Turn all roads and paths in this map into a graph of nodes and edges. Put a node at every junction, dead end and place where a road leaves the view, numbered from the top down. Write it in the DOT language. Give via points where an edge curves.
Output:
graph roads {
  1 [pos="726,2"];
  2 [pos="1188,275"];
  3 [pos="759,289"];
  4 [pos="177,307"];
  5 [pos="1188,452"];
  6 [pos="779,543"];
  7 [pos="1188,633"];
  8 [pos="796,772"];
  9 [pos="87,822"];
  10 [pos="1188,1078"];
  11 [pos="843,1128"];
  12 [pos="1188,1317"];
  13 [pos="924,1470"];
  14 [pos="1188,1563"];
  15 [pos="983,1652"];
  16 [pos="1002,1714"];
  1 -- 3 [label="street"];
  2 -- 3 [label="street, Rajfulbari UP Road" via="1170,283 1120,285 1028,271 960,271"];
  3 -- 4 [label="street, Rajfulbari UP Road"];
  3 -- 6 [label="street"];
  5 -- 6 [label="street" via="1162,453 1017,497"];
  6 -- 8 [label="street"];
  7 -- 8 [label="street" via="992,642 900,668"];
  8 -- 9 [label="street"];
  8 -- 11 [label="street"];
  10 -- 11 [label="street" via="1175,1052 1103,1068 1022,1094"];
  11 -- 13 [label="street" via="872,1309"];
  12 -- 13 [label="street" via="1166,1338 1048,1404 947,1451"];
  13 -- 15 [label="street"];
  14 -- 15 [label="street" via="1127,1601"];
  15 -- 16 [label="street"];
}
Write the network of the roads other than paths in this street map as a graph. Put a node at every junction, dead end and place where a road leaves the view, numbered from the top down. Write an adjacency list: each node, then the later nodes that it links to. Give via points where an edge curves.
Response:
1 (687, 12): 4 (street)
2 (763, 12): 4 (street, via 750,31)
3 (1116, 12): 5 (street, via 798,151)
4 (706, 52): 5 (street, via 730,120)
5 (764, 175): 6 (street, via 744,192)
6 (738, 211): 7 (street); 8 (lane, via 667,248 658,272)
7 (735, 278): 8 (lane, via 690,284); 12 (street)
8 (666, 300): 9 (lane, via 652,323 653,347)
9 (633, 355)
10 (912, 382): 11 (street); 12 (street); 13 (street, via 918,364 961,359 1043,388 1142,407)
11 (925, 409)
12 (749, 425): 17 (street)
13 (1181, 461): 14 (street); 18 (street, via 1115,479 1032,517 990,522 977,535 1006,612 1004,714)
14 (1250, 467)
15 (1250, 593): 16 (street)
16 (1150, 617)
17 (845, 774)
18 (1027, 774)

### WORK REQUEST
All lines from the one with "Write the network" onward to the end of the records above should be repeated exactly, and only those lines.

### EXERCISE OUTPUT
Write the network of the roads other than paths in this street map as a graph. Put a node at every junction, dead end and place where a road leaves the view, numbered from the top down. Write an adjacency list: each node, then the later nodes that it links to. Give via points where an edge curves.
Response:
1 (687, 12): 4 (street)
2 (763, 12): 4 (street, via 750,31)
3 (1116, 12): 5 (street, via 798,151)
4 (706, 52): 5 (street, via 730,120)
5 (764, 175): 6 (street, via 744,192)
6 (738, 211): 7 (street); 8 (lane, via 667,248 658,272)
7 (735, 278): 8 (lane, via 690,284); 12 (street)
8 (666, 300): 9 (lane, via 652,323 653,347)
9 (633, 355)
10 (912, 382): 11 (street); 12 (street); 13 (street, via 918,364 961,359 1043,388 1142,407)
11 (925, 409)
12 (749, 425): 17 (street)
13 (1181, 461): 14 (street); 18 (street, via 1115,479 1032,517 990,522 977,535 1006,612 1004,714)
14 (1250, 467)
15 (1250, 593): 16 (street)
16 (1150, 617)
17 (845, 774)
18 (1027, 774)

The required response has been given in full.